◆ **Work order**
Which lines of the data contain the string "Drive"? Copy every one.

◆ **Supplied records**
Start of Block

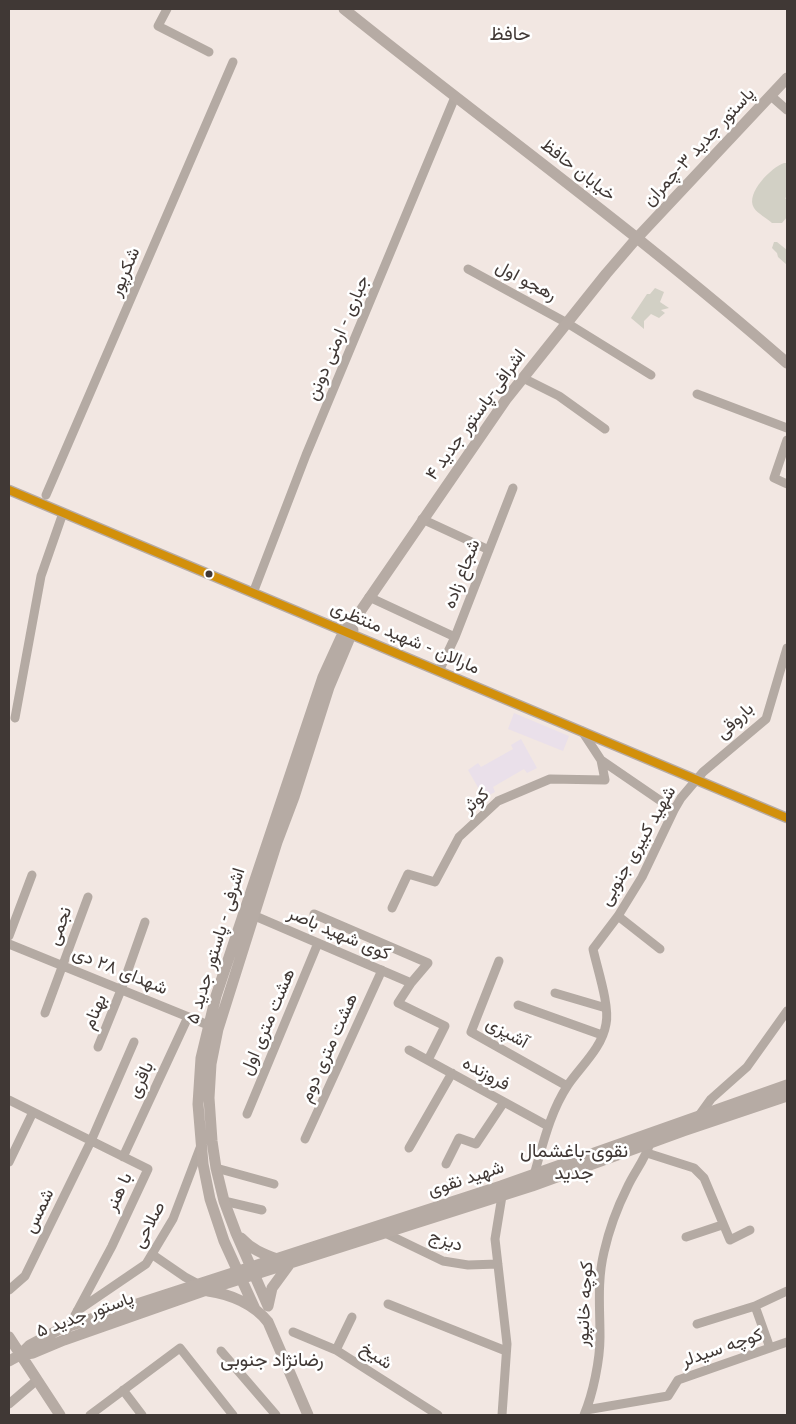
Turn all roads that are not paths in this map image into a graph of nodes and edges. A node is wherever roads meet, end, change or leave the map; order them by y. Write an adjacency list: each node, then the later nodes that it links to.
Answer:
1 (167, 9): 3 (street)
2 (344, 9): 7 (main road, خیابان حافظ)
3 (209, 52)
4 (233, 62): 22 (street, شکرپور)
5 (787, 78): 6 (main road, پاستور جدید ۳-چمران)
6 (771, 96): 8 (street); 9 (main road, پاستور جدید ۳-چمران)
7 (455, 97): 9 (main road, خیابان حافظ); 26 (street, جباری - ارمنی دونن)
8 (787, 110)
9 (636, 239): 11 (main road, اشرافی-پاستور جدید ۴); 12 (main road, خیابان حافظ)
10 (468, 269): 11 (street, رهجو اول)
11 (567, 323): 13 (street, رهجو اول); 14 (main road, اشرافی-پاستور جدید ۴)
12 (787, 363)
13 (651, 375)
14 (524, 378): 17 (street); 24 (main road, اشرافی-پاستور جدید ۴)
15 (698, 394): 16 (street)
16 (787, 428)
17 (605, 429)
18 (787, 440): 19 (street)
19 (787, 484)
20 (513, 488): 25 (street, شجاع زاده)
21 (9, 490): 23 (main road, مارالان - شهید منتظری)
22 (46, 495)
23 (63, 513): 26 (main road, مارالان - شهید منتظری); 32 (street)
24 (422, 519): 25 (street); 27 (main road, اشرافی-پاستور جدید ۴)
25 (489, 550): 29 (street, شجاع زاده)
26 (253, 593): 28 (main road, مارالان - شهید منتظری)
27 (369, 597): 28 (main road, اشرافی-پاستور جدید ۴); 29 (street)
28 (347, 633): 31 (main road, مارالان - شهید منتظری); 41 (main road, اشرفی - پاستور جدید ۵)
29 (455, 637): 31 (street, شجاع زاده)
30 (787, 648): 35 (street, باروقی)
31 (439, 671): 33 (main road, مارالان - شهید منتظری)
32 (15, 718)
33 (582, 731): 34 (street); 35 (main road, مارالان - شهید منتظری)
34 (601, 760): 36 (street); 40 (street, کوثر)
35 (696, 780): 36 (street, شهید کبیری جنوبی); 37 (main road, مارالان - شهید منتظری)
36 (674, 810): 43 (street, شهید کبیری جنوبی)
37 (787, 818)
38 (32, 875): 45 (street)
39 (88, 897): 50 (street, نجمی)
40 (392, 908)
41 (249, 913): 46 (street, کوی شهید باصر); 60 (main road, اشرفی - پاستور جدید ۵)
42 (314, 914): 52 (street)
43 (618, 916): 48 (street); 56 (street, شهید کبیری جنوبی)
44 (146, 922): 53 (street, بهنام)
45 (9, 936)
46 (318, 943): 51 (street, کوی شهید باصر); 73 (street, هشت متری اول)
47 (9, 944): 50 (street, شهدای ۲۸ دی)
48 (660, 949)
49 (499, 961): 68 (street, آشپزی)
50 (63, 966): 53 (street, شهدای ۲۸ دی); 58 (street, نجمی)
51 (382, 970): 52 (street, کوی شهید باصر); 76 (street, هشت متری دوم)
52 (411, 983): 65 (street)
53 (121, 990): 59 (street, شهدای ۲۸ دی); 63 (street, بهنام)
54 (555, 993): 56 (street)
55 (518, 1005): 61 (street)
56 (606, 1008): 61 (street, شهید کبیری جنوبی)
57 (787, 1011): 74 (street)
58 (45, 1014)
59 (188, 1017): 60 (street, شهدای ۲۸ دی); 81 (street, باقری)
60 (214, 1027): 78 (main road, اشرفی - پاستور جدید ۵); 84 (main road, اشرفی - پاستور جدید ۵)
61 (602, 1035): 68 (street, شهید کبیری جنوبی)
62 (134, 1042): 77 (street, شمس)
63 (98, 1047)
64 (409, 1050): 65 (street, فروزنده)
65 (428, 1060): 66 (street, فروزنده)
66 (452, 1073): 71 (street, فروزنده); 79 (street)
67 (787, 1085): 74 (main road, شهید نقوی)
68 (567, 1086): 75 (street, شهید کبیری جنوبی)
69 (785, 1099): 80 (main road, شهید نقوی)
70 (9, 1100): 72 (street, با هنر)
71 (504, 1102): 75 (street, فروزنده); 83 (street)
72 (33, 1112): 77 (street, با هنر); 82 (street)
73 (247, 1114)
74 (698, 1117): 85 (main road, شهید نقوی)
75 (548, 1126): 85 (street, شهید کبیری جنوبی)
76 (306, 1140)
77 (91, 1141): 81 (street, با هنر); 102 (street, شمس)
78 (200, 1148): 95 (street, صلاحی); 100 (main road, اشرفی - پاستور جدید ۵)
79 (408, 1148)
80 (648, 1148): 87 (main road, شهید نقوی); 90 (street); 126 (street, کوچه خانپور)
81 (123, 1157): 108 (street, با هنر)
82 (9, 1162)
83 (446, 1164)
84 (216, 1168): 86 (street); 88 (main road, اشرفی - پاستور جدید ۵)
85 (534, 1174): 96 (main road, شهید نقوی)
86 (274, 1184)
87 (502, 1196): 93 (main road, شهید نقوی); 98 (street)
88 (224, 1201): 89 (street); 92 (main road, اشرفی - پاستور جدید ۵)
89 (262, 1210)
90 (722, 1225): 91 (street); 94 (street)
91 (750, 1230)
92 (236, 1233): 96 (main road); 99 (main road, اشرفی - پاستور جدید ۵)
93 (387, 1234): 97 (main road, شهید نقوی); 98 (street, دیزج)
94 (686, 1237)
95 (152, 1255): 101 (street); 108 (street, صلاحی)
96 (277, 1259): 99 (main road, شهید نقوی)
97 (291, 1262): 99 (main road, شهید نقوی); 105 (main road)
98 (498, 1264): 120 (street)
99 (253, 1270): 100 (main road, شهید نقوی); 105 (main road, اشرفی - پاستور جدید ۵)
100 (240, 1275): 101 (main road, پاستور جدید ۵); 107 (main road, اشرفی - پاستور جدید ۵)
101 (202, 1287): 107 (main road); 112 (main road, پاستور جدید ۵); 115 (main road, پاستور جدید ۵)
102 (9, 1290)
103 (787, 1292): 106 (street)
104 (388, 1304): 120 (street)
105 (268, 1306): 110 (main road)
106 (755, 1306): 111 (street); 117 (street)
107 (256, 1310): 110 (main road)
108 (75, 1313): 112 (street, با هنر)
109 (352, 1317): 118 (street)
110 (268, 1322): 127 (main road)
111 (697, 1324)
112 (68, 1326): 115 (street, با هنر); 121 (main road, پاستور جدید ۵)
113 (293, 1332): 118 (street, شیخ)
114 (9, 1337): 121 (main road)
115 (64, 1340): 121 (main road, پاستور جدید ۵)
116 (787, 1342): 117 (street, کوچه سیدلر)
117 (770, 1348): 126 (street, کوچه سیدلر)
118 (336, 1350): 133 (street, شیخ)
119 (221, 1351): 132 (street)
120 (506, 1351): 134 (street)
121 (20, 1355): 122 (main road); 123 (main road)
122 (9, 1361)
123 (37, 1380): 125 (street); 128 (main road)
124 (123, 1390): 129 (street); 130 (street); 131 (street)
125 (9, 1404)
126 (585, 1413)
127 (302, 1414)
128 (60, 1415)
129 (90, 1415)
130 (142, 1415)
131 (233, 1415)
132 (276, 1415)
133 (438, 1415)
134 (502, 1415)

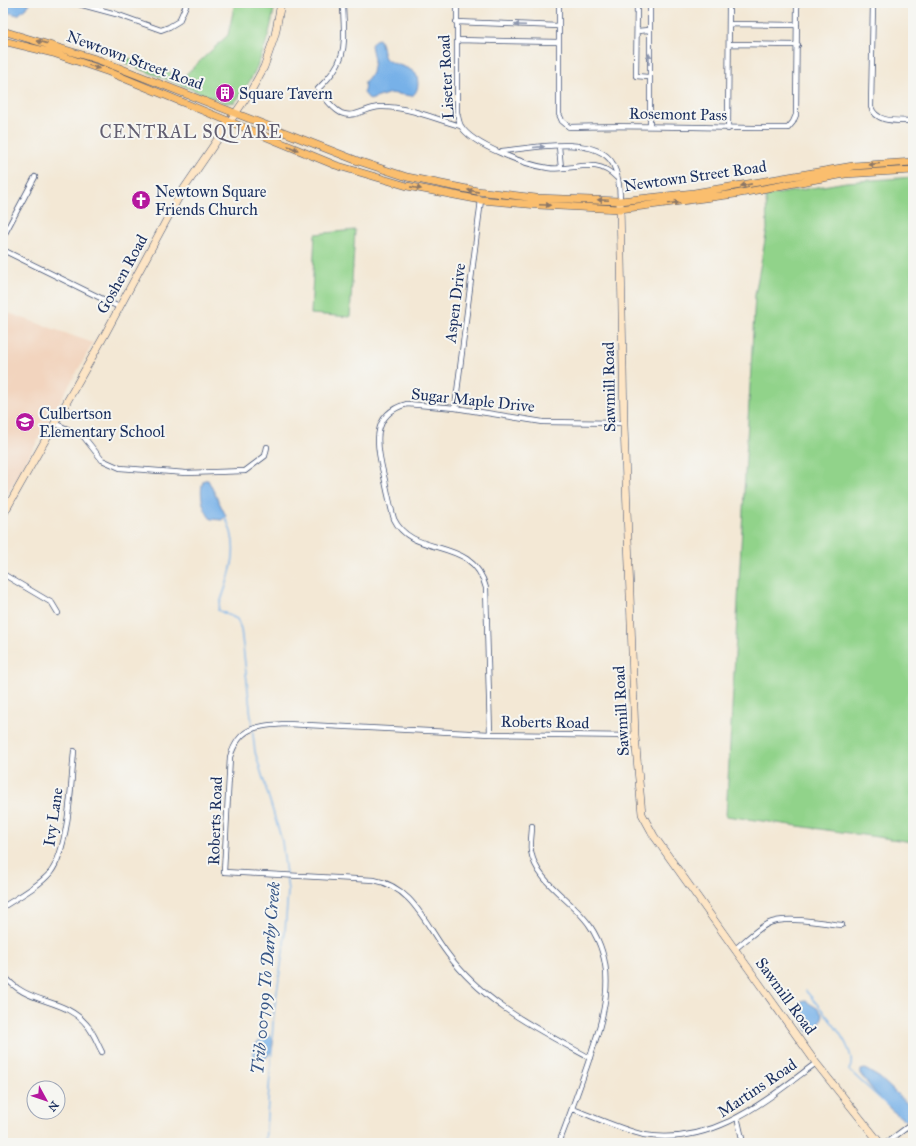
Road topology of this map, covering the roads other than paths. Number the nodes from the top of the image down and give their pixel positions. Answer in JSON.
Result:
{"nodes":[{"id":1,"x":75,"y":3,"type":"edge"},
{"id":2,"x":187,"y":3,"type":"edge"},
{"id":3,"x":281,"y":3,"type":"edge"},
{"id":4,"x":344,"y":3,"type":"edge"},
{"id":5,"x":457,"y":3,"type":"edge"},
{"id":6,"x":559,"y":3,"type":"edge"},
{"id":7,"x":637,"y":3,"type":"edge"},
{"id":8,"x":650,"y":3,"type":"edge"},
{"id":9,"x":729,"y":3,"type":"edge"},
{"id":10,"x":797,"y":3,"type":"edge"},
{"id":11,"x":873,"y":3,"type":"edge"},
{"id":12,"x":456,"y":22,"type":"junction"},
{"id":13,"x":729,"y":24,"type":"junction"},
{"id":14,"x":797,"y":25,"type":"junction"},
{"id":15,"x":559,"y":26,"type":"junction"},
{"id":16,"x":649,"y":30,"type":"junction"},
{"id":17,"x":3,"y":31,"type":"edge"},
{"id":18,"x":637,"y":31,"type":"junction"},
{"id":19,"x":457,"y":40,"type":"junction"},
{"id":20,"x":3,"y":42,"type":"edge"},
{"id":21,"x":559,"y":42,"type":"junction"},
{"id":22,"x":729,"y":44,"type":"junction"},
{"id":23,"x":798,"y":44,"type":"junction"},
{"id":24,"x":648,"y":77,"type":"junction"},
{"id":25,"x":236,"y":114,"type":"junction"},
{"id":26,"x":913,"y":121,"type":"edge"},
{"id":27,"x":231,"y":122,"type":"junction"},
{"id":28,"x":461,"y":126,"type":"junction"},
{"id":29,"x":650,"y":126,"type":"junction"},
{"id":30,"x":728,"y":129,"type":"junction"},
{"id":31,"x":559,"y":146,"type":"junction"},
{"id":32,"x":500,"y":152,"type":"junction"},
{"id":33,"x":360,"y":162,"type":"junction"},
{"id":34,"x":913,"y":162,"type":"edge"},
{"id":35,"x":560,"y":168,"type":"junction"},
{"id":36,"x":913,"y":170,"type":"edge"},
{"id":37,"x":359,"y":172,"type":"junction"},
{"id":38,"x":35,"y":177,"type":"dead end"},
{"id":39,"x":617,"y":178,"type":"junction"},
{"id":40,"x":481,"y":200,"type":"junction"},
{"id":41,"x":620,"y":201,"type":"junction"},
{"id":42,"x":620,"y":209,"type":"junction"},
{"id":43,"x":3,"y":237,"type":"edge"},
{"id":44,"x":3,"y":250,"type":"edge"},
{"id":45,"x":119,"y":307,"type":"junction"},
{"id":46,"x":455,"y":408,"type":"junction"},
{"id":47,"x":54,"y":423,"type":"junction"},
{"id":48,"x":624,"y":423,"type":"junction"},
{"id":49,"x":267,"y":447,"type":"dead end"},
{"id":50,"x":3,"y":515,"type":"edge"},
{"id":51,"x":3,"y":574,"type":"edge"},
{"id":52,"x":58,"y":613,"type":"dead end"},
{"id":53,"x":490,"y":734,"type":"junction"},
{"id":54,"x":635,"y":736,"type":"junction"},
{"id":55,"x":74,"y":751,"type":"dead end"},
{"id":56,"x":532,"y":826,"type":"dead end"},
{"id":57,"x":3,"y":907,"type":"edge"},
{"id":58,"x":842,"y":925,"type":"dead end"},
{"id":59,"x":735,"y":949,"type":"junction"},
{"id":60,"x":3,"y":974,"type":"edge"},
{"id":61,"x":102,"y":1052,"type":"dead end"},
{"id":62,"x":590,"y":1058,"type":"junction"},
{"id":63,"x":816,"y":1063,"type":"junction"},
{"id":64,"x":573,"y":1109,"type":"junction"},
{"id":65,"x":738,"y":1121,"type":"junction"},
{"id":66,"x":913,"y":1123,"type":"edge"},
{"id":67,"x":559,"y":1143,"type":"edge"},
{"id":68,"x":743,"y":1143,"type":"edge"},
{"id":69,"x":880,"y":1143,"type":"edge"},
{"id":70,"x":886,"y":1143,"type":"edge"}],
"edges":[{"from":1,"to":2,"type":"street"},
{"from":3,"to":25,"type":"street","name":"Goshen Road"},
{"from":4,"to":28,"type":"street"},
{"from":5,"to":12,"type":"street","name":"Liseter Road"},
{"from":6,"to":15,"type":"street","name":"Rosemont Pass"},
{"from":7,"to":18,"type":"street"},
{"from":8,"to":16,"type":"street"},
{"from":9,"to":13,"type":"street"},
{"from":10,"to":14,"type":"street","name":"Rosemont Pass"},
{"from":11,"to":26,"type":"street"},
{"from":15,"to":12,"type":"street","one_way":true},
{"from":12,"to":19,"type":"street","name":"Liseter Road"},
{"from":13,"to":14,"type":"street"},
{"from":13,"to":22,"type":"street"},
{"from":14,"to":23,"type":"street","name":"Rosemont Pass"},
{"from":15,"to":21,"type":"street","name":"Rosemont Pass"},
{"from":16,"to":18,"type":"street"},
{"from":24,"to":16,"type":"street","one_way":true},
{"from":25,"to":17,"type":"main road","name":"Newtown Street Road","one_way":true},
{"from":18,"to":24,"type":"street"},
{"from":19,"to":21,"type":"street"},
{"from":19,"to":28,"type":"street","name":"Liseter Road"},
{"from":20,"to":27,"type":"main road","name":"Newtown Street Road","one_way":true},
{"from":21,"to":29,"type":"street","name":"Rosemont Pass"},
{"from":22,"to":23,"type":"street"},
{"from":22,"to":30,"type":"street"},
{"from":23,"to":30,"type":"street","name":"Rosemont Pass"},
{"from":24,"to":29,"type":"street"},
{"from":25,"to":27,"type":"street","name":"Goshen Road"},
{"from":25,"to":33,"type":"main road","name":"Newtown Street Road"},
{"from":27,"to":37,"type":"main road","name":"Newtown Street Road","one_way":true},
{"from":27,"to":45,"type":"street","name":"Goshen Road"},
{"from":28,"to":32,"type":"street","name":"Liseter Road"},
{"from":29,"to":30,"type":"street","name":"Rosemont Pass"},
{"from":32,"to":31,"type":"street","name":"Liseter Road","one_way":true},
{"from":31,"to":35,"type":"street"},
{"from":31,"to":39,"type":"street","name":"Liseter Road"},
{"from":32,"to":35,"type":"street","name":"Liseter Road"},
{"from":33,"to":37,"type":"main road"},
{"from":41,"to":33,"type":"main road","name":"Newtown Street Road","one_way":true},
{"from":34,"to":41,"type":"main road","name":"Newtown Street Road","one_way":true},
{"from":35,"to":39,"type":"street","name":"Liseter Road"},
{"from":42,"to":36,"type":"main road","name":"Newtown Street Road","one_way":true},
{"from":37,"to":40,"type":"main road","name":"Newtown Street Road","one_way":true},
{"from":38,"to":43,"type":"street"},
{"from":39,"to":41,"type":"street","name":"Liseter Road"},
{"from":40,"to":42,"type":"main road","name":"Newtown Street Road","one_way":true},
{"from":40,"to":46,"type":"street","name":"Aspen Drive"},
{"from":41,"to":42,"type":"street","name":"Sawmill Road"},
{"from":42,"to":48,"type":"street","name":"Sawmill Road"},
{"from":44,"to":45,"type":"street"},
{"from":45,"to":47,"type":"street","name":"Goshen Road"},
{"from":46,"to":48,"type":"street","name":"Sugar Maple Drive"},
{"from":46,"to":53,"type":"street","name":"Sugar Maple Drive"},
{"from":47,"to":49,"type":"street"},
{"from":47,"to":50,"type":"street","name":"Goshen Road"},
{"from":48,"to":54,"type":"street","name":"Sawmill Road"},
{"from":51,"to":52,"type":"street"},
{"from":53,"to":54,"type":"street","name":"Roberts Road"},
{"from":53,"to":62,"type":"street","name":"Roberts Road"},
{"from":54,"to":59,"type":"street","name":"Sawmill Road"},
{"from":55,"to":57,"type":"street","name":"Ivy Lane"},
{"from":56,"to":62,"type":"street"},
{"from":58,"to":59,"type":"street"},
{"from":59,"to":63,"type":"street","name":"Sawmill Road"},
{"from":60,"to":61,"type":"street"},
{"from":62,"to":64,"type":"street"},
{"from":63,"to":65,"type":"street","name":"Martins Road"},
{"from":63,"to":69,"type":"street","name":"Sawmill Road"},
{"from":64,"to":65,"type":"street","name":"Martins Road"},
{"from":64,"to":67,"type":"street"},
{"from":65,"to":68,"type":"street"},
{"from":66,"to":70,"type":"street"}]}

End of Block

◆ **Answer space**
{"from":40,"to":46,"type":"street","name":"Aspen Drive"},
{"from":46,"to":48,"type":"street","name":"Sugar Maple Drive"},
{"from":46,"to":53,"type":"street","name":"Sugar Maple Drive"},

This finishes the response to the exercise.